- _Material shown_
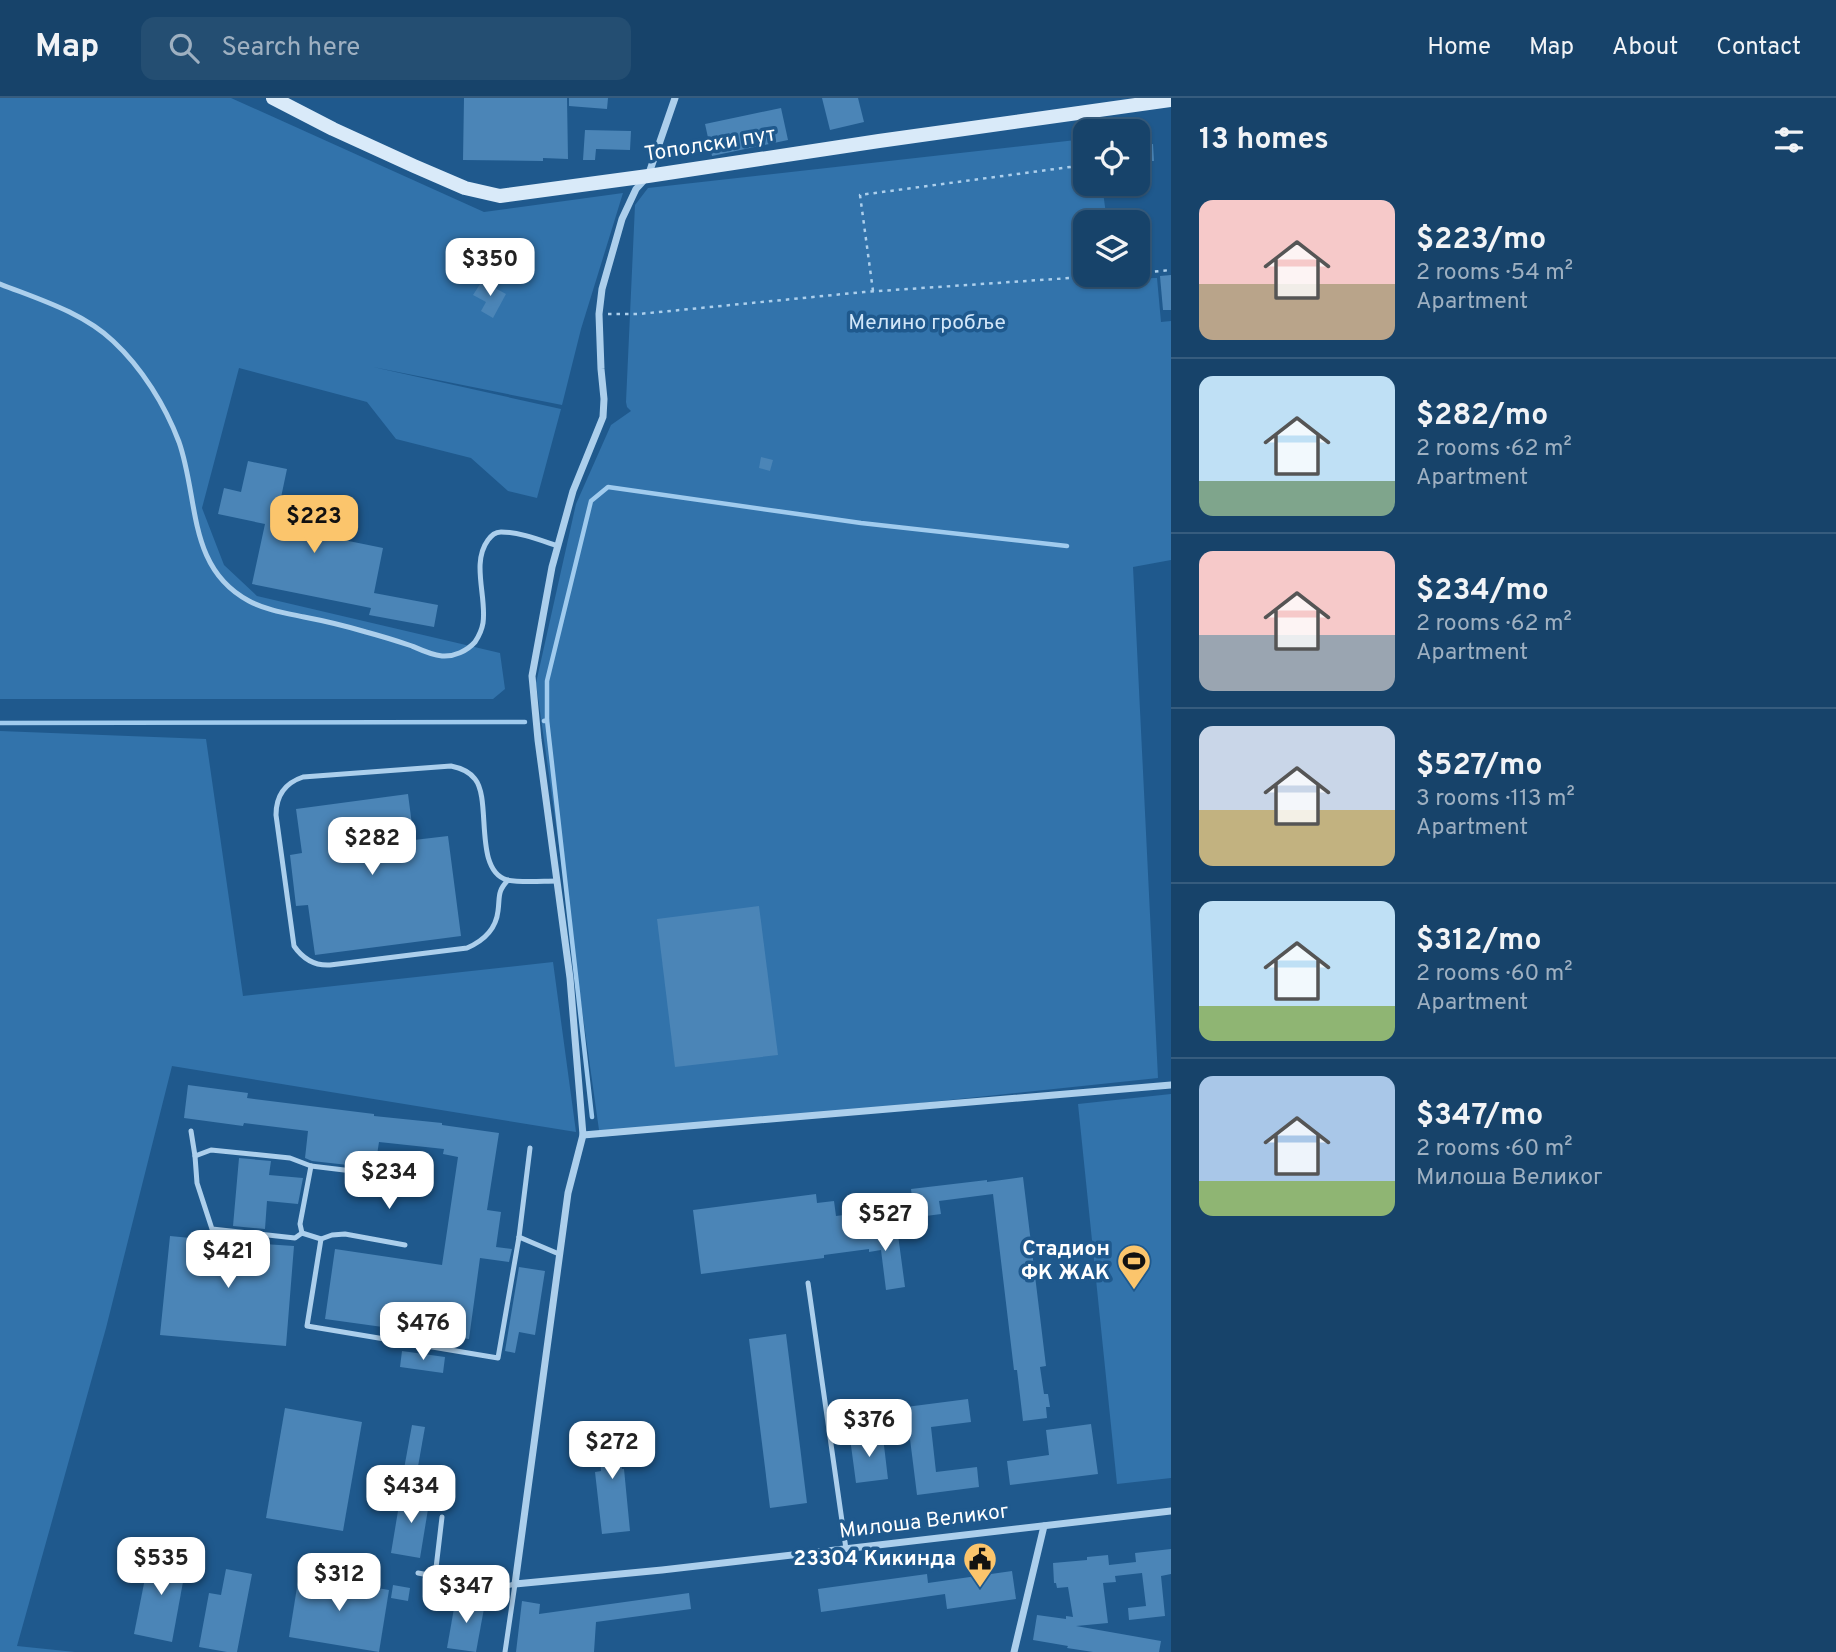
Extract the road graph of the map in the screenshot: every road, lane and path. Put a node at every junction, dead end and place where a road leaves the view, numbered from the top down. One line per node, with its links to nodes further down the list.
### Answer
1 (675, 98): 5 (street)
2 (276, 99): 5 (street, Тополски пут)
3 (1171, 100): 5 (street, Тополски пут)
4 (1073, 167): 10 (path)
5 (648, 176): 11 (street)
6 (1171, 270): 7 (path)
7 (1150, 272)
8 (1073, 278): 10 (path)
9 (0, 284): 12 (lane)
10 (873, 291): 11 (path)
11 (598, 314): 12 (street)
12 (558, 546): 14 (street)
13 (508, 880): 13 (lane); 14 (lane)
14 (557, 881): 17 (street)
15 (1171, 1086): 17 (street)
16 (191, 1131): 19 (lane)
17 (583, 1135): 26 (street)
18 (530, 1148): 23 (lane)
19 (195, 1156): 20 (lane); 22 (lane)
20 (311, 1166): 21 (lane); 22 (lane)
21 (422, 1175)
22 (302, 1233): 24 (lane)
23 (519, 1237): 24 (lane); 26 (lane)
24 (321, 1239): 25 (lane)
25 (405, 1245)
26 (559, 1254): 34 (street)
27 (808, 1283): 31 (lane)
28 (1171, 1511): 30 (street, Милоша Великог)
29 (442, 1517): 33 (lane)
30 (1044, 1525): 31 (street, Милоша Великог); 36 (street)
31 (846, 1549): 34 (street, Милоша Великог)
32 (418, 1573): 33 (lane)
33 (443, 1578): 34 (lane)
34 (514, 1584): 35 (lane)
35 (505, 1652)
36 (1014, 1652)

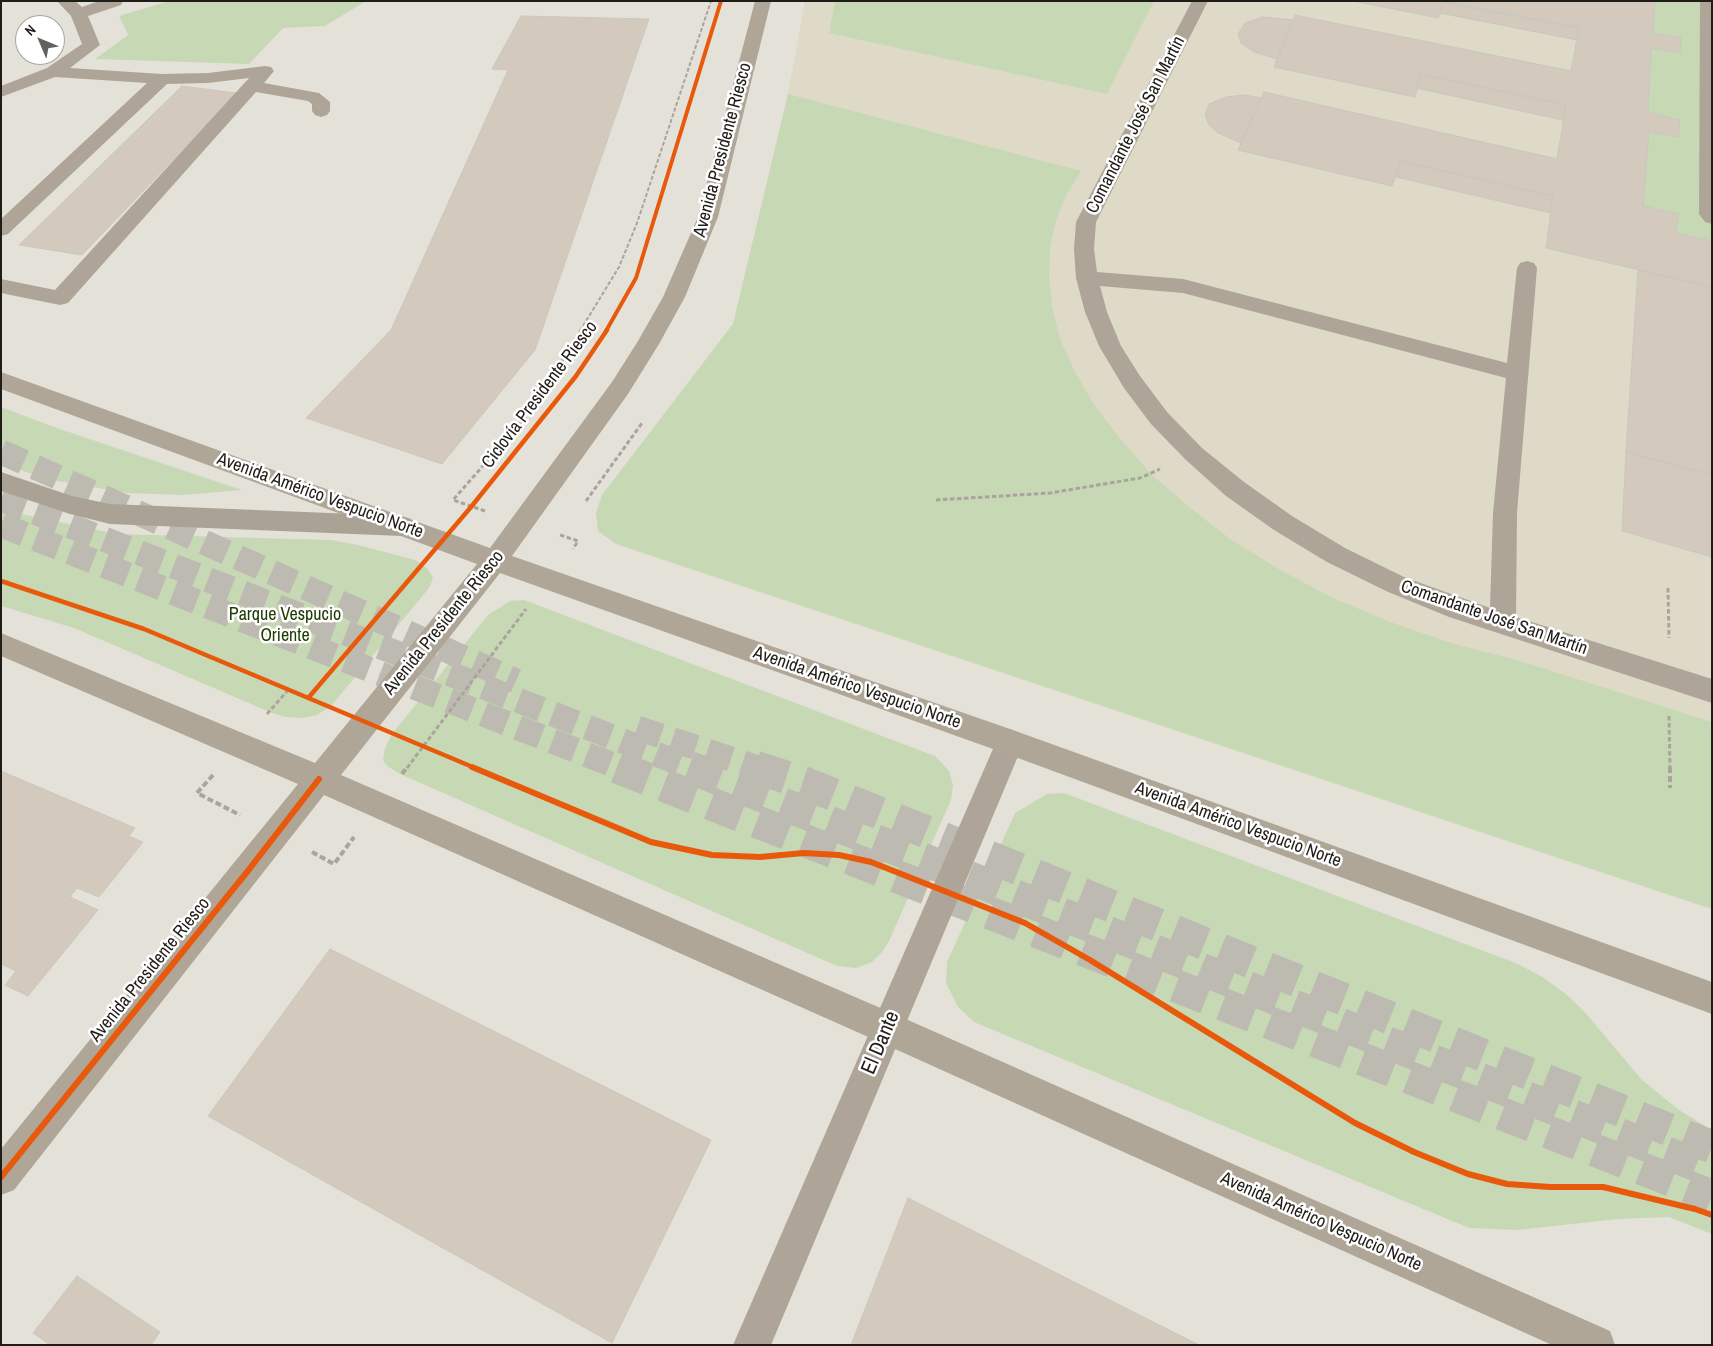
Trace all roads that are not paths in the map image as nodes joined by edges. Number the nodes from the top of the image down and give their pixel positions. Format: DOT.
graph roads {
  1 [pos="64,1"];
  2 [pos="115,1"];
  3 [pos="762,1"];
  4 [pos="1200,1"];
  5 [pos="1708,1"];
  6 [pos="79,14"];
  7 [pos="53,72"];
  8 [pos="162,79"];
  9 [pos="251,86"];
  10 [pos="1,92"];
  11 [pos="321,112"];
  12 [pos="1712,218"];
  13 [pos="1,230"];
  14 [pos="1527,268"];
  15 [pos="1087,278"];
  16 [pos="1,286"];
  17 [pos="1517,373"];
  18 [pos="1,380"];
  19 [pos="1,481"];
  20 [pos="402,526"];
  21 [pos="495,560"];
  22 [pos="1503,623"];
  23 [pos="1,644"];
  24 [pos="1712,691"];
  25 [pos="1010,742"];
  26 [pos="319,779"];
  27 [pos="1712,998"];
  28 [pos="887,1028"];
  29 [pos="1,1177"];
  30 [pos="752,1345"];
  31 [pos="1596,1345"];
  1 -- 6 [label="street"];
  2 -- 6 [label="street"];
  3 -- 21 [label="main road, Avenida Presidente Riesco"];
  4 -- 15 [label="street, Comandante José San Martín"];
  5 -- 12 [label="street"];
  6 -- 7 [label="street"];
  7 -- 8 [label="street"];
  7 -- 10 [label="street"];
  8 -- 9 [label="street"];
  8 -- 13 [label="street"];
  9 -- 11 [label="street"];
  9 -- 16 [label="street"];
  14 -- 17 [label="street"];
  15 -- 17 [label="street"];
  15 -- 22 [label="street, Comandante José San Martín"];
  17 -- 22 [label="street"];
  18 -- 20 [label="main road, Avenida Américo Vespucio Norte"];
  19 -- 20 [label="highway"];
  20 -- 21 [label="main road, Avenida Américo Vespucio Norte"];
  21 -- 25 [label="main road, Avenida Américo Vespucio Norte"];
  21 -- 26 [label="main road, Avenida Presidente Riesco"];
  22 -- 24 [label="street, Comandante José San Martín"];
  23 -- 26 [label="main road, Avenida Américo Vespucio Norte"];
  25 -- 27 [label="main road, Avenida Américo Vespucio Norte"];
  25 -- 28 [label="street, El Dante"];
  26 -- 28 [label="main road, Avenida Américo Vespucio Norte"];
  26 -- 29 [label="main road, Avenida Presidente Riesco"];
  28 -- 30 [label="street, El Dante"];
  28 -- 31 [label="main road, Avenida Américo Vespucio Norte"];
}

- _Directions_
Within the records, in how many lines does the string "graph" occur? Give the number and no other text.

- _Output below_
2